Ces falaises sont recouvertes d'un vaste plateau tapissé de végétation
rase d'où émergent de rares formations rocheuses permettant de s'abriter
des vents dominants. C'est dans cet environnement aujourd'hui hostile que
s'établit, il y a environ 6000 ans avant notre ère durant la période du
Mésolithique moyen, un petit groupe de chasseurs-pêcheurs nomades que je
qualifiais, jadis, de "coureurs de grèves"!...
*
Localisation
et présentation du site.
LE GORZED (la roselière).
Ce gisement auquel j'ai attribué le nom du lieu-dit le plus proche porté
sur la carte topographique 0721 nord, de l'IGN, carte de l'île de Groix
au 1/25000, est situé sur la bordure littorale de la branche occidentale
de Port Saint-Nicolas.
A proximité du site, dans sa partie est, un vallon en pente douce
descend vers les rochers de la ria; ce vallon se termine par une roselière
où, une humidité quasi permanente autorise la croissance de roseaux,
graminées répandues, en divers points de la zone côtière de l'île.
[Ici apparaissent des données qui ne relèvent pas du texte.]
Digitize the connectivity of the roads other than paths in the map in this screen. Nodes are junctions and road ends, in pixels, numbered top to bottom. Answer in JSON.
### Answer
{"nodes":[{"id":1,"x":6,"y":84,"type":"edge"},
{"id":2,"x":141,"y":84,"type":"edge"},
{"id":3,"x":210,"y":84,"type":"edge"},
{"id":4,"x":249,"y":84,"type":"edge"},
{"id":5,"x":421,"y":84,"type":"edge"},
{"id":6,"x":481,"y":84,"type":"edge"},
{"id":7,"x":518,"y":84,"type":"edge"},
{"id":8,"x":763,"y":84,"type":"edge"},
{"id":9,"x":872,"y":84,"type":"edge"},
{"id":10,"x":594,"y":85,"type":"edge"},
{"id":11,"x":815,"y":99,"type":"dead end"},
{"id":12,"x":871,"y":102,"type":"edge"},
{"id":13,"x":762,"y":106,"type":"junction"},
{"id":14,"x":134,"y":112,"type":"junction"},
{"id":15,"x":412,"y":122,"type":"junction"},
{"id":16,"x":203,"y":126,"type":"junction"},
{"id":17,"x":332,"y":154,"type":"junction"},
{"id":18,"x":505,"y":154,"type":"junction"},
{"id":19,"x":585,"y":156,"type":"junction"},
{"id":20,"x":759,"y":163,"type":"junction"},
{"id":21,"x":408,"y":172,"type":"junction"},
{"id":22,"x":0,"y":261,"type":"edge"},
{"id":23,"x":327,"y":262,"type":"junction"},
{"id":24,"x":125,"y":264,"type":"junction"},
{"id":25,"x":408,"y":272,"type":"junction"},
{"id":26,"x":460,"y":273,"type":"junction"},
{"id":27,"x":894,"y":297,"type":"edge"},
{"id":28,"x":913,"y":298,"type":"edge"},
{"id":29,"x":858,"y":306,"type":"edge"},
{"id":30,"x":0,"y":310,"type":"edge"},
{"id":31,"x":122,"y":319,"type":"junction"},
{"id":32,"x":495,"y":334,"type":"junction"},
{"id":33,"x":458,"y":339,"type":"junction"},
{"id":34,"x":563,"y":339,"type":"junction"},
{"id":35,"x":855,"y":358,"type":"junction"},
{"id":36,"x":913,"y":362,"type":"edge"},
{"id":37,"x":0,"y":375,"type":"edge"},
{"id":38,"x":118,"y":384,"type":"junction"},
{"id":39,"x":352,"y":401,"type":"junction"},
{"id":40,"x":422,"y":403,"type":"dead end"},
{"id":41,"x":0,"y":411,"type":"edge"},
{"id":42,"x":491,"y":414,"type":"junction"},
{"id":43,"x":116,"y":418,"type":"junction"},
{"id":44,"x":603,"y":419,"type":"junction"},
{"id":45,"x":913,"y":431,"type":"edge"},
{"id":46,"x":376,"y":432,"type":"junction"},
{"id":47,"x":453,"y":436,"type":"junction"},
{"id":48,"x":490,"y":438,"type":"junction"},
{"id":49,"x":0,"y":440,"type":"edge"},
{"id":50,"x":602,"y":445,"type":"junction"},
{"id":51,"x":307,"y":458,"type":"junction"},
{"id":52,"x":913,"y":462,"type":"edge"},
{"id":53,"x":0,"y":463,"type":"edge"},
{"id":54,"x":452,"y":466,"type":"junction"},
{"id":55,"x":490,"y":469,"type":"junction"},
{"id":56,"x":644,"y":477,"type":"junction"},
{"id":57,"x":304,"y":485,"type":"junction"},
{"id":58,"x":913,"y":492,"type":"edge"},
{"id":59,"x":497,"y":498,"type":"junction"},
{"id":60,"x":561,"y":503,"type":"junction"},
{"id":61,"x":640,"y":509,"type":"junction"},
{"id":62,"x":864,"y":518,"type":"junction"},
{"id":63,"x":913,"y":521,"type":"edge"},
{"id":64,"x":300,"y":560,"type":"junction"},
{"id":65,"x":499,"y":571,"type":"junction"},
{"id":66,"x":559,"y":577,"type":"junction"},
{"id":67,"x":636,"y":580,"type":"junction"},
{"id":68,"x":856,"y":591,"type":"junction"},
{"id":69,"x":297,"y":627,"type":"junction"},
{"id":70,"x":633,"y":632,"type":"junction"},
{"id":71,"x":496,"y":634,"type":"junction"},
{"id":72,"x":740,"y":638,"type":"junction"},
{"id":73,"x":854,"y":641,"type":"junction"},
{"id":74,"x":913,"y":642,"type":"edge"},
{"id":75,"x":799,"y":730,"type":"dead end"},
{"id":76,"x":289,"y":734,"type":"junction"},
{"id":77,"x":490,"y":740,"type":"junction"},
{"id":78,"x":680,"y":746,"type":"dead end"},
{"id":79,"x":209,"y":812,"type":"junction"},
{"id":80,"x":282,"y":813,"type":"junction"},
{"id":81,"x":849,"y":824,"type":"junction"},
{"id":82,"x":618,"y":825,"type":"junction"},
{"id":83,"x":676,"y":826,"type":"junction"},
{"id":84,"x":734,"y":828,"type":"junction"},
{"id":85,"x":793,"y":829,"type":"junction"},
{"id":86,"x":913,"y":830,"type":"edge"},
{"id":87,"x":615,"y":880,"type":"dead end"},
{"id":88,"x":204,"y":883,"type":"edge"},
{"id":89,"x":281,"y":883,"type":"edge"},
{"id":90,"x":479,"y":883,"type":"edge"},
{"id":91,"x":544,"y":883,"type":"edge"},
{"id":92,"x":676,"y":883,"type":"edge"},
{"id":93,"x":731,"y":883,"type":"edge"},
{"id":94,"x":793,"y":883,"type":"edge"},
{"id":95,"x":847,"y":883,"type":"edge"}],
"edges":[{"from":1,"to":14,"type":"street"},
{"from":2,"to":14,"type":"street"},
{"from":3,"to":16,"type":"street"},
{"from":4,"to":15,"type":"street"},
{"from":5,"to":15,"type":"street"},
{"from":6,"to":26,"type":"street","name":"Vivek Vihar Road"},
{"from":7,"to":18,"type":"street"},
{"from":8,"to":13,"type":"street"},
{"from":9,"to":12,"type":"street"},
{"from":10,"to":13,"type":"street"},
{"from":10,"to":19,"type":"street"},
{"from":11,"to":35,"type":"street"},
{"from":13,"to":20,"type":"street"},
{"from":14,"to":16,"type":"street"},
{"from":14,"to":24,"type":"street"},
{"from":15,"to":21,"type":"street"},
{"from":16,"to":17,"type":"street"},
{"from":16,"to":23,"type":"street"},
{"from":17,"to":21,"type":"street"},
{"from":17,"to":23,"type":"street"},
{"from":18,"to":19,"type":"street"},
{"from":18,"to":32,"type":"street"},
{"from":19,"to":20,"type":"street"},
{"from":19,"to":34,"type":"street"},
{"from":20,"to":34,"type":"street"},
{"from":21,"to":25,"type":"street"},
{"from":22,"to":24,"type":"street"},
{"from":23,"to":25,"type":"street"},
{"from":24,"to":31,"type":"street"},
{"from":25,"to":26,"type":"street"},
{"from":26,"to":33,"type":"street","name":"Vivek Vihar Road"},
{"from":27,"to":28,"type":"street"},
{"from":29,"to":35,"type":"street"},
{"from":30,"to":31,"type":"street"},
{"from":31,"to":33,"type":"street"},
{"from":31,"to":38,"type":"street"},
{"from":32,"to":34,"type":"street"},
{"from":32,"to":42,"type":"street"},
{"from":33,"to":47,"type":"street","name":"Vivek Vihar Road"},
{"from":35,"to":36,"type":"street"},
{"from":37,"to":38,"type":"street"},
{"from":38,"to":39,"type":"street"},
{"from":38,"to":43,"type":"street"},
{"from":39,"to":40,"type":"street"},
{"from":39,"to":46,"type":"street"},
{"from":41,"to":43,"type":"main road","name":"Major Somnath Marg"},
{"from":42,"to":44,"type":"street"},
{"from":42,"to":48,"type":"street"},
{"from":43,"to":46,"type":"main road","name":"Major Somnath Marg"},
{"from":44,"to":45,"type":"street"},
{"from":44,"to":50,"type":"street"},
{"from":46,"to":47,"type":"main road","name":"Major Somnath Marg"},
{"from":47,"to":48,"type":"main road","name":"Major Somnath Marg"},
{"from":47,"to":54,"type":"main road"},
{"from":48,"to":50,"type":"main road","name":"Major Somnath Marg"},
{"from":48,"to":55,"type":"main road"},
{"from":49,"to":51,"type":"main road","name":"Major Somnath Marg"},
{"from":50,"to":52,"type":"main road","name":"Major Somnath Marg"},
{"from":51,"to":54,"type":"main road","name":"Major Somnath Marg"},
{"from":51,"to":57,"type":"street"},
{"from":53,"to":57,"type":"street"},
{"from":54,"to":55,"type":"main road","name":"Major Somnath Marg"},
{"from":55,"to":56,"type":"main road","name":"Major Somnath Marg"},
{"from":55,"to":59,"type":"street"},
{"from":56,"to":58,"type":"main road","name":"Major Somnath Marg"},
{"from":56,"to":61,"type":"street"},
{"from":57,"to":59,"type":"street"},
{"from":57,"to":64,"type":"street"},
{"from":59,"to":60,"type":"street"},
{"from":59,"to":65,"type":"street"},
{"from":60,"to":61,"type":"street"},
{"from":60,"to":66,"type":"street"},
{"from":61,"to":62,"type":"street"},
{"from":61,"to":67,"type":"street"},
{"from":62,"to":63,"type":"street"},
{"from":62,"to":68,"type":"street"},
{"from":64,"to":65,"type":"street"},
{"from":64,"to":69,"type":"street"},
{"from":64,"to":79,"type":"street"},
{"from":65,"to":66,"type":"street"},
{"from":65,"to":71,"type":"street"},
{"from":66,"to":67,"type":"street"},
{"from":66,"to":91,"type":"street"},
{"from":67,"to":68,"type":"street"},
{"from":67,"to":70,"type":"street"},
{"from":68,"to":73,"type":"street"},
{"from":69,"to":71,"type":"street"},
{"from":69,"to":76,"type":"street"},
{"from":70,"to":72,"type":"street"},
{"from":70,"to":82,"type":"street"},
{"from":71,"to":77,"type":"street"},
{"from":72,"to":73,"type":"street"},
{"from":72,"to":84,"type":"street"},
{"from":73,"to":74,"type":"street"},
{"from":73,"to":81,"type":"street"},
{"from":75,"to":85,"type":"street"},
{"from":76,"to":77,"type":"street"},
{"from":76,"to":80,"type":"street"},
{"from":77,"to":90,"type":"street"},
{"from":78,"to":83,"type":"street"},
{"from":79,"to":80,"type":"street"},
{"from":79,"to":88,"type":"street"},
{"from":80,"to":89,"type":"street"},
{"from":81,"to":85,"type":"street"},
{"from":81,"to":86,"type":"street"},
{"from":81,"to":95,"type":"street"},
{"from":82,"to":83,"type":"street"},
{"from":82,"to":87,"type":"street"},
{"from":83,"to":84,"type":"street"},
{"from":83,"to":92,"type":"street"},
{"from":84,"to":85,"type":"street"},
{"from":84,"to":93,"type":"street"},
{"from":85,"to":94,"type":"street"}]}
Orthographié de manières différentes, en breton, le toponyme
adopté pour désigner le lieu-dit (la roselière), sera celui de Le
Gorzed mentionné sur la carte de l'IGN A Groix, la dénomination locale
est celle de Er Gorzeg (Gorzet en prononciation locale).
En toponymie bretonne, Korz, signifie (roseau); Korz-mor (roseau
maritime); Korz-dour, associe (le roseau, à l'eau ou au ruisseau)…
Du
village de Kerlard, en Piwisy, partie ouest de l'île, un sentier pédestre
aboutit à un amer,
la Marque
Blanche
(cote 29). De ce repère, en longeant la côte vers l'est en direction de
Port Saint-Nicolas, un chemin de terre arrive en fin de parcours au site
préhistorique (cote 34).
Plusieurs
impératifs ont dû mener les hommes de
la Préhistoire
à choisir ce point de la côte pour y effectuer des haltes probablement
saisonnières. En abordant par voie terrestre ou maritime cette échancrure
du littoral, ils découvrirent le lieu idéal propice à leurs activités
de chasse et de pêche.
La jonction des deux vallons, celui de Quéhello, à l'est et de
Kerlard, à l'ouest donna naissance à la ria de Port Saint-Nicolas. Cette
dernière, largement ouverte sur l'océan laisse entrer, par gros temps,
des épaves qui à l'époque mésolithique devaient être essentiellement
des troncs d'arbres morts. Ces bois flottants représentaient une aubaine
lors de la construction d'esquifs de fortune, l'édification d'habitats
temporaires, l'entretien des feux de boucanage…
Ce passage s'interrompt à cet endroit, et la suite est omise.